Supplied data section start
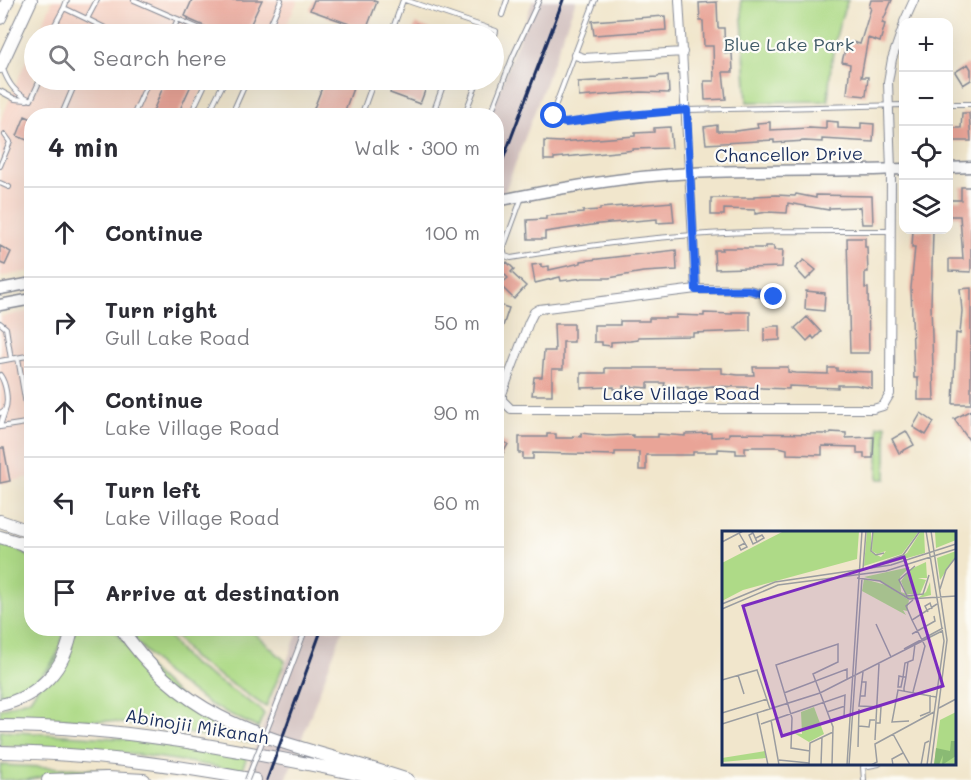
<!DOCTYPE html>
<html lang="en">
<head>
<meta charset="utf-8">
<style>
  :root { --surface:#fff; --page:#f7f7f7; --text:#2b2b33; --muted:#7c7c81; --line:#e1e1e2 }
  body { margin:0; font-family:Mali,sans-serif; background:var(--page); color:var(--text) }
  .controls { position:absolute; right:18px; top:18px; display:grid; overflow:hidden; border-radius:12px; box-shadow:0 6px 24px #0002 }
  .controls button { width:54px; height:54px; display:grid; place-items:center; padding:0; border:0; border-bottom:2px solid var(--line); background:var(--surface); color:var(--text); font:30px sans-serif }
  .stop { position:absolute; width:18px; height:18px; margin:-14px; border:4px solid #2563eb; border-radius:50%; background:#fff }
  .stop.end { background:#2563eb; border-color:#fff; box-shadow:0 2px 6px #0008 }
  .list { margin:0; padding:0; list-style:none }
  h2 { display:flex; justify-content:space-between; align-items:center; height:78px; margin:0; padding:0 24px; font-size:26px }
  h2 small { font-size:20px; font-weight:400; color:var(--muted) }
  .list li { display:grid; grid-template-columns:39px 1fr auto; gap:18px; align-items:center; box-sizing:border-box; height:90px; padding:0 24px; border-top:2px solid var(--line) }
  .list b { display:block; font-size:22px; white-space:nowrap }
  .list p { margin:0; font-size:20px; white-space:nowrap; color:var(--muted) }
  .list em { font-size:20px; font-style:normal; color:var(--muted) }
  .icon { flex:none; width:33px; height:33px; fill:none; stroke:currentColor; stroke-width:2; stroke-linecap:round; stroke-linejoin:round }
  .map { position:relative; flex:none; width:971px; height:780px; overflow:hidden }
  .search { position:absolute; background:var(--surface); box-shadow:0 6px 24px #0002; left:24px; top:24px; width:480px; height:66px; display:flex; align-items:center; gap:15px; box-sizing:border-box; padding:0 21px; border-radius:33px; color:var(--muted); font-size:22px }
  .panel { position:absolute; background:var(--surface); box-shadow:0 6px 24px #0002; left:24px; top:108px; width:480px; height:528px; border-radius:24px }
  .map>svg:first-child { display:block }
</style>
</head>
<body>
<div class="map">
<svg width="971" height="780" viewBox="0 0 971 780">
  <rect width="100%" height="100%" fill="#fdfcf7"/>
  <filter id="ink" filterUnits="userSpaceOnUse"><feTurbulence type="fractalNoise" baseFrequency=".0167" numOctaves="2"/><feDisplacementMap in="SourceGraphic" scale="12" xChannelSelector="R" yChannelSelector="G"/><feConvolveMatrix kernelMatrix="1 2 1 2 8 2 1 2 1" color-interpolation-filters="sRGB"/></filter>
  <filter id="wash" filterUnits="userSpaceOnUse"><feTurbulence type="fractalNoise" baseFrequency=".008" numOctaves="4" result="noise"/><feDisplacementMap in="SourceGraphic" scale="24" xChannelSelector="R" yChannelSelector="G"/><feGaussianBlur stdDeviation="1.35" result="paint"/><feColorMatrix in="noise" values="0 0 0 0 0 0 0 0 0 0 0 0 0 0 0 0 0 1.4 0 .05"/><feComposite in="paint" operator="in"/></filter>
  <g filter="url(#wash)">
    <rect width="100%" height="100%" fill="#f1e6cc"/>
    <path fill="#f6d2c4" d="M53 0H298L282 34H38Z
      M34 42V80H207L190 115 32 116 31 271 0 277V122Z
      M30 311 32 321 31 477 0 483V317Z"/>
    <path fill="#d1bfbe" d="M533 0H576L497 213 496 116H490Z
      M299 629H343L286 780H243Z"/>
    <path fill="#aeda87" stroke="#648472" stroke-width="1.5" d="M741 0H848C834 32 830 66 828 101L747 102Z
      M886 425V479H878V426Z
      M0 544 15 548 31 557 32 628 64 629C60 664 34 690 0 697Z
      M76 629H114C158 682 190 711 254 739L252 743 108 721 0 717V709L30 699Z
      M125 629H164L181 653 191 663 259 708 264 714 258 728 211 705 166 674Z
      M170 629H250L285 661 266 707 193 658Z
      M0 731 129 739 247 757 241 772C162 755 81 747 0 746Z
      M0 765 107 770V773L46 776 27 780H0Z"/>
    <g id="blocks">
      <path fill="#e9a497" d="M192 0H262L246 34H216L214 30 188 19 189 18 185 16Z
        M314 0H372L377 2 366 30 310 10Z
        M871 0H892L882 23 885 24 880 42 868 38 861 77H868L866 96 847 94 850 64 842 62 846 45H851L852 42 860 44 871 8 869 7Z
        M717 2 718 28H724L725 54 732 53 733 72H723L726 99 705 100 704 81H714L713 46H704L703 21H700L699 3Z
        M665 16 666 30 594 35 592 21Z
        M416 24 443 34H411Z
        M68 26 87 34H64Z
        M185 27 203 34H181Z
        M968 64 971 69V80L963 85 955 72Z
        M668 75 669 93 641 92 579 97 578 82 658 77V76Z
        M166 80H189L188 81 192 83 177 116H151Z
        M328 80H356L343 116H311L323 85 326 86Z
        M395 80H429L420 104 390 93Z
        M962 113H969L971 141H948V128H961Z
        M25 116 32 119V142L17 136Z
        M826 121 838 122V128L861 129V123L874 124 873 142 822 139V142L805 141 774 143V140L706 144 704 127 717 125V131H736L758 128 757 123 770 122V130L809 128 826 129Z
        M670 127 672 148 633 149V150L626 151 554 158V160H544V141L560 142 635 136V133L654 132V128Z
        M961 187H971V272L949 271V259H963L960 216H948V200H961Z
        M796 194 816 198V195L872 196 873 224H862L860 207 829 208V210L788 203 787 213 767 212 755 214V210L724 209V215H711V198H754V196L776 195 795 196Z
        M672 202 674 222 657 223V219L599 224 545 232V239H528L527 220 546 219V216L583 213V211L600 210V208Z
        M913 230H933L931 305 934 400H918V378H914L911 288 915 247H912Z
        M847 238H865V247H867L868 272H865V288H868L869 353H850Z
        M0 246 11 252 5 265 0 263Z
        M765 246H774V250H783L782 267 715 269 714 250H723L722 248H765Z
        M676 250 677 270 643 272 609 278H583L561 281 560 277 535 283 532 265 541 264V267L549 266V270L581 263V261Z
        M804 260 816 270 806 280 795 268Z
        M507 262 514 269 511 272 526 286 514 299 500 285 508 278 500 270Z
        M971 288V404H953L956 333 960 334 962 311 960 289Z
        M806 291 825 293 824 311 805 309Z
        M496 304 509 308 498 341H496Z
        M732 312H750V331L693 333V336L638 337V340L630 341 611 342V346L602 345V342H594V325H620V321H649V318H676V315L704 316V313L732 314Z
        M807 317 821 332 814 339 812 336 807 341 795 328Z
        M554 324H574V342H563V369H552V395H532L534 377H542L544 351H555Z
        M772 326H780V340L764 341V328Z
        M753 367H788V372L796 373 828 374V368H837V371L872 372V388L856 385H838V388L789 386V389L713 386 688 389V387L664 386 665 383H648V388L623 386V389H614V387L581 388V373H605V368H722V373L738 375H754Z
        M971 410V443L954 419Z
        M921 413 934 422 926 435 913 427Z
        M906 431 914 445 899 453 892 439Z
        M831 432 846 433V438L874 437 873 458H864V453H857V447L822 446V455L787 454V449L779 447H745V454H736V450L718 449V452H693V455H646V470H639V452H615V455L533 453V459H523V453H519V437H547V434H556V438H573V436L581 437V433L606 436 633 435V437H658V434L685 436V434L711 433V437L729 436V433L830 434Z
        M499 440 508 444 496 466V445Z
        M0 448H4L10 481 0 483Z"/>
    </g>
  </g>
  <g filter="url(#ink)">
    <use href="#blocks" fill-opacity="0" stroke="#868a95" stroke-width="1.5"/>
    <g fill="none" stroke-linecap="round" stroke-linejoin="round">
      <defs>
        <path id="lane" d="M67 0 64 8 87 19
          M97 0 87 19 111 31
          M134 0 212 34
          M405 0 496 31 494 39
          M595 0 554 109V116L558 121 565 123 687 110 904 105
          M502 15 507 0
          M50 34 64 8
          M171 34 178 19
          M266 34 281 0
          M391 34 403 0
          M3 69C9 85 15 93 31 100
          M52 80 73 88 62 114
          M458 80 475 86
          M73 88 79 86 81 80
          M0 91 15 99 27 100
          M31 100 40 80
          M948 104H971
          M133 116 149 80
          M190 116 207 80
          M207 116 225 80
          M231 116 247 80
          M361 116 374 80
          M432 116 445 80
          M464 116 478 80
          M490 116 513 56 539 0
          M0 166 10 142 5 135
          M0 183 9 187
          M522 197 503 249 505 256 511 258C571 248 632 239 693 235 758 230 825 231 890 231
          M32 253V262
          M0 323 6 328 11 359
          M18 358 29 422
          M0 361 32 355
          M0 375C6 383 9 401 5 410L0 413
          M0 426 5 411
          M0 427 32 422
          M281 694 306 628
          M864 780 863 767 879 764"/>
        <path id="street" d="M679 0 696 289 539 309 534 312 529 322 502 394V400L511 409H873L883 406 890 394 891 170 888 82 892 59 904 24
          M904 22 914 0
          M575 55 584 58 683 52
          M696 289 749 290 774 297"/>
        <path id="secondary" d="M948 168 971 167
          M496 201C561 188 627 176 692 173 763 169 833 172 904 169
          M0 289 32 283
          M0 305 32 299"/>
        <path id="primary" d="M0 18 8 0
          M0 67 31 0
          M0 521 32 532
          M0 537 20 543 32 549
          M121 628C193 736 296 742 408 780
          M0 705C39 697 66 668 72 628
          M0 726C132 726 258 754 387 780
          M0 752C87 753 170 764 255 780
          M48 780 107 778 144 780"/>
      </defs>
      <use href="#lane" stroke="#868a95" stroke-width="6"/>
      <use href="#street" stroke="#868a95" stroke-width="10"/>
      <use href="#secondary" stroke="#868a95" stroke-width="13"/>
      <use href="#primary" stroke="#868a95" stroke-width="14"/>
      <use href="#lane" stroke="#fff" stroke-width="4"/>
      <use href="#street" stroke="#fff" stroke-width="8"/>
      <use href="#secondary" stroke="#fff" stroke-width="10"/>
      <use href="#primary" stroke="#fff" stroke-width="12"/>
      <path stroke="#1b2f5e" stroke-width="3" d="M496 178 563 0
        M267 780 322 628"/>
      <defs>
        <path id="lane-bridge" d="M247 780 281 694"/>
      </defs>
      <use href="#lane-bridge" stroke="#868a95" stroke-width="6" stroke-linecap="butt"/>
      <use href="#lane-bridge" stroke="#fff" stroke-width="4"/>
    </g>
  </g>
  <g fill="none" stroke-linecap="round" stroke-linejoin="round" filter="url(#ink)">
    <path stroke="#2563eb" stroke-width="8" d="M554 116 558 121 565 123 617 116 687 110 696 290H749L774 297"/>
  </g>
  <g text-anchor="middle" stroke-width="4.5" stroke-linejoin="round" paint-order="stroke">
    <g font-size="18" fill="#405a68" stroke="#fdfcf7">
      <text x="789" y="51">Blue Lake Park</text>
    </g>
    <g font-size="18" fill="#1b2f5e" stroke="#fdfcf7">
      <text transform="translate(789 155) rotate(-1)" y="6">Chancellor Drive</text>
      <text x="681" y="400">Lake Village Road</text>
      <text transform="translate(197 727) rotate(9)" y="6">Abinojii Mikanah</text>
    </g>
  </g>
  <g transform="translate(722 531)">
    <rect width="234" height="234" fill="#f1e6cc"/>
    <path d="M62 0H137L135 28 21 59 0 70V32ZM145 0H149V21L159 26 164 20 155 23 150 20 151 0H197L180 23 142 35ZM199 0H202L203 22 164 33 185 22ZM213 0H234V9L214 17ZM234 20V25L218 49 215 27ZM204 31 205 47H196L204 49 198 63H184L179 50 187 39ZM188 36 178 46 179 61 196 67 204 61 208 51 209 64 193 68 185 67 160 51 142 46ZM142 48 164 54 187 69 185 80 181 79 184 84 140 60ZM92 176 102 203 87 211 72 202 80 203 79 181ZM234 181V234H212L218 189ZM43 220 44 227 0 231V227Z" fill="#aeda87"/>
    <path d="M229 210H234V225L220 234 221 224 217 234H212L214 217 228 220Z" fill="#8aba74"/>
    <path fill="none" stroke="#9b9da0" stroke-width="1.5" d="M29 0 31 2 35 11 31 13 27 4 31 2M151 0 149 20 154 24 162 22M204 0 222 110 205 234M209 0 225 109 209 234M17 2 25 16 19 19 17 15 23 12M34 7 40 4 42 7 35 11M0 11 21 0M150 35 181 24 198 0M193 35 177 49 185 65 201 63 207 44M141 38 144 0M135 47 158 50 187 68 234 65M218 58 224 39 234 26M0 73 53 51 169 34 234 13M0 78 56 54 164 40 234 18M206 81 203 75 208 72 210 78M190 89 184 75 191 69M154 93 169 126M190 103 213 90 212 85M182 118 221 97M186 131 191 129 193 113M141 141 137 175 159 176 158 192H154M16 144 22 163M0 149 35 139 48 178M182 160V157L184 146 186 131 183 132 181 146 179 156H176L177 145 181 146H184M191 161 203 115 190 89 215 73M62 162 125 138V149M138 165H143L144 151H139M217 177 234 168M105 181 123 175M0 182 45 168M35 182 46 234M198 185 208 181V164M49 189 57 234M187 190 170 191 176 159 214 166M0 193 98 162 220 100M39 193 123 164 122 186 109 191M137 195 147 196 148 189H153M171 203 188 234M153 209 157 133M136 216 137 178M88 220 69 217 70 187 54 134 116 113V131L91 143 111 196 110 234M57 229 87 232M87 234 88 212 111 201M99 234 100 206M125 234 140 0M127 234 140 47M149 234 155 231 153 213 212 181M171 234 170 228 181 222M199 234 203 212 207 210"/>
    <path fill="#7b2cbf" fill-opacity="0.15" stroke="#7b2cbf" stroke-width="3" d="M182 26 221 155 60 205 21 75Z"/>
    <rect width="234" height="234" fill="none" stroke="#1b2f5e" stroke-width="3"/>
  </g>
</svg>
<div class="controls">
<button>+</button>
<button>−</button>
<button><svg class="icon" aria-label="locate" viewBox="0 0 24 24"><circle cx="12" cy="12" r="6"/><path d="M12 2v4M12 18v4M2 12h4M18 12h4"/></svg></button>
<button><svg class="icon" aria-label="layers" viewBox="0 0 24 24"><path d="M12 4l9 5-9 5-9-5zM3 14l9 5 9-5"/></svg></button>
</div>
<div class="stop" style="left:554px;top:116px"></div>
<div class="stop end" style="left:774px;top:297px"></div>
<div class="search"><svg class="icon" aria-label="search" viewBox="0 0 24 24"><circle cx="10" cy="10" r="6"/><path d="M15 15l6 6"/></svg>Search here</div>
<section class="panel">
<h2>4 min<small>Walk · 300 m</small></h2>
<ul class="list">
<li><svg class="icon" aria-label="ahead" viewBox="0 0 24 24"><path d="M12 20V5M6 11l6-6 6 6"/></svg><div><b>Continue</b></div><em>100 m</em></li>
<li><svg class="icon" aria-label="right" viewBox="0 0 24 24"><path d="M7 20v-9h11M14 6l5 5-5 5"/></svg><div><b>Turn right</b><p>Gull Lake Road</p></div><em>50 m</em></li>
<li><svg class="icon" aria-label="ahead" viewBox="0 0 24 24"><path d="M12 20V5M6 11l6-6 6 6"/></svg><div><b>Continue</b><p>Lake Village Road</p></div><em>90 m</em></li>
<li><svg class="icon" aria-label="left" viewBox="0 0 24 24"><path d="M17 20v-9H6M10 6l-5 5 5 5"/></svg><div><b>Turn left</b><p>Lake Village Road</p></div><em>60 m</em></li>
<li><svg class="icon" aria-label="arrive" viewBox="0 0 24 24"><path d="M6 21V4h12l-3 4 3 4H6"/></svg><div><b>Arrive at destination</b></div></li>
</ul>
</section>
</div>
</body>
</html>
Supplied data section end
▶ [Work instructions]:
Keep only those lines of the records that hold "street", and return them.

▶ [Finished exercise]:
        <path id="street" d="M679 0 696 289 539 309 534 312 529 322 502 394V400L511 409H873L883 406 890 394 891 170 888 82 892 59 904 24
      <use href="#street" stroke="#868a95" stroke-width="10"/>
      <use href="#street" stroke="#fff" stroke-width="8"/>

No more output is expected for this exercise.